본 발명에서 선별된 상기 바이오마커는 벤조에이안트라센, 벤조케이플루오란텐 및 인데노(1,2,3-c,d)파이렌의 노출에 의해 발현량이 공통적이고 유의적으로 증가 또는 감소하므로, 상기 바이오마커는 벤조에이안트라센, 벤조케이플루오란텐 또는 인데노(1,2,3-c,d)파이렌의 노출에 대한 암세포 이동 관련 유전자 발현 여부 확인용 DNA 마이크로어레이 칩에 유용하게 사용할 수 있다.
또한, 본 발명은 상기 바이오마커를 이용한 벤조에이안트라센, 벤조케이플루오란텐 또는 인데노(1,2,3-c,d)파이렌의 노출에 대한 암세포 이동 관련 유전자 발현 여부 확인 방법을 제공한다.

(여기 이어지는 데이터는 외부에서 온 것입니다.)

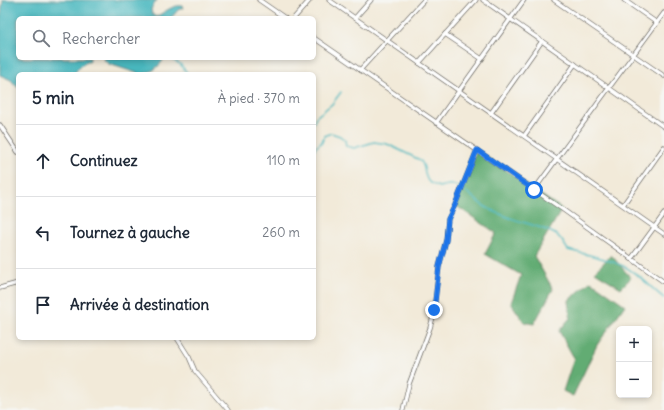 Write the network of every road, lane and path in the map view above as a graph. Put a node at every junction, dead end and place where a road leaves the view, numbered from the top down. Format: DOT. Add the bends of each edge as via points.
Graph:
graph roads {
  1 [pos="259,0"];
  2 [pos="310,0"];
  3 [pos="329,0"];
  4 [pos="371,0"];
  5 [pos="424,0"];
  6 [pos="476,0"];
  7 [pos="483,0"];
  8 [pos="524,0"];
  9 [pos="554,0"];
  10 [pos="624,0"];
  11 [pos="664,13"];
  12 [pos="282,16"];
  13 [pos="296,16"];
  14 [pos="355,18"];
  15 [pos="510,19"];
  16 [pos="657,23"];
  17 [pos="446,34"];
  18 [pos="316,39"];
  19 [pos="387,40"];
  20 [pos="542,41"];
  21 [pos="634,55"];
  22 [pos="482,59"];
  23 [pos="419,63"];
  24 [pos="575,64"];
  25 [pos="360,70"];
  26 [pos="664,76"];
  27 [pos="609,88"];
  28 [pos="459,91"];
  29 [pos="491,113"];
  30 [pos="436,123"];
  31 [pos="0,125"];
  32 [pos="664,127"];
  33 [pos="524,136"];
  34 [pos="664,147"];
  35 [pos="16,149"];
  36 [pos="477,150"];
  37 [pos="557,159"];
  38 [pos="534,190"];
  39 [pos="623,205"];
  40 [pos="664,214"];
  41 [pos="655,227"];
  42 [pos="664,234"];
  43 [pos="631,259"];
  44 [pos="664,282"];
  45 [pos="16,284"];
  46 [pos="0,288"];
  47 [pos="178,340"];
  48 [pos="228,410"];
  49 [pos="403,410"];
  1 -- 12 [label="street"];
  2 -- 13 [label="street"];
  3 -- 14 [label="street"];
  4 -- 14 [label="street"];
  5 -- 19 [label="street"];
  6 -- 17 [label="street"];
  7 -- 15 [label="street"];
  8 -- 15 [label="street"];
  9 -- 21 [label="street"];
  10 -- 16 [label="street"];
  11 -- 16 [label="street"];
  14 -- 19 [label="street"];
  15 -- 20 [label="street"];
  15 -- 22 [label="street"];
  16 -- 21 [label="street"];
  17 -- 22 [label="street"];
  17 -- 23 [label="street"];
  18 -- 25 [label="street"];
  19 -- 23 [label="street"];
  19 -- 25 [label="street"];
  20 -- 24 [label="street"];
  20 -- 29 [label="street"];
  21 -- 26 [label="street"];
  21 -- 27 [label="street"];
  22 -- 28 [label="street"];
  23 -- 28 [label="street"];
  24 -- 27 [label="street"];
  24 -- 33 [label="street"];
  25 -- 30 [label="street"];
  27 -- 32 [label="street"];
  27 -- 37 [label="street"];
  28 -- 29 [label="street"];
  28 -- 30 [label="street"];
  29 -- 33 [label="street"];
  30 -- 36 [label="street"];
  31 -- 35 [label="street"];
  33 -- 37 [label="street"];
  34 -- 39 [label="street"];
  36 -- 38 [label="street"];
  36 -- 49 [label="street" via="448,219 433,317 409,384"];
  37 -- 38 [label="street"];
  37 -- 39 [label="street"];
  38 -- 43 [label="street"];
  39 -- 41 [label="street"];
  40 -- 41 [label="street"];
  41 -- 42 [label="street"];
  41 -- 43 [label="street"];
  43 -- 44 [label="street"];
  45 -- 46 [label="street"];
  47 -- 48 [label="street" via="195,371"];
}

본 발명은 하기와 같은 과정을 포함하는 벤조에이안트라센, 벤조케이플루오란텐 또는 인데노(1,2,3-c,d)파이렌의 노출에 대한 암세포 이동 관련 유전자 발현 여부 확인 방법을 제공한다:
1) 실험군인 피검체 유래 인간 체세포와 대조군인 벤조에이안트라센, 벤조케이플루오란텐 또는 인데노(1,2,3-c,d)파이렌에 노출되지 않은 인간 체세포로부터 각각 RNA를 분리하는 단계;
2) 단계 1)의 실험군 및 대조군의 RNA를 cDNA로 합성하면서 실험군과 대조군을 각기 다른 형광물질을 표지하는 단계;
3) 단계 2)의 각기 다른 형광물질로 표지된 cDNA를 상기 DNA 마이크로어레이칩과 혼성화시키는 단계;
4) 단계 3)의 반응한 DNA 마이크로어레이 칩을 분석하는 단계; 및
5) 단계 4)의 분석한 데이터에서 본 발명의 상기 바이오마커의 발현 정도를 대조군과 비교하여 확인하는 단계.
상기 방법에 있어서, 단계 1)의 체세포는 인간 간암 세포주(HepG2)를 사용하는 것이 바람직하나 이에 한정되는 것은 아니며, 인간의 간 세포 또는 인간 간암의 세포 및 조직에서 유래한 세포라면 모두 사용 가능하다.
상기 방법에 있어서, 단계 2)의 형광물질은 Cy3, Cy5, FITC(poly L-lysine-fluorescein isothiocyanate), RITC(rhodamine-B-isothiocyanate) 및 로다민(rhodamine)으로 이루어진 군으로부터 선택되는 것이 바람직하나 이에 한정되는 것은 아니며, 당업자에게 알려진 형광물질은 모두 사용 가능하다.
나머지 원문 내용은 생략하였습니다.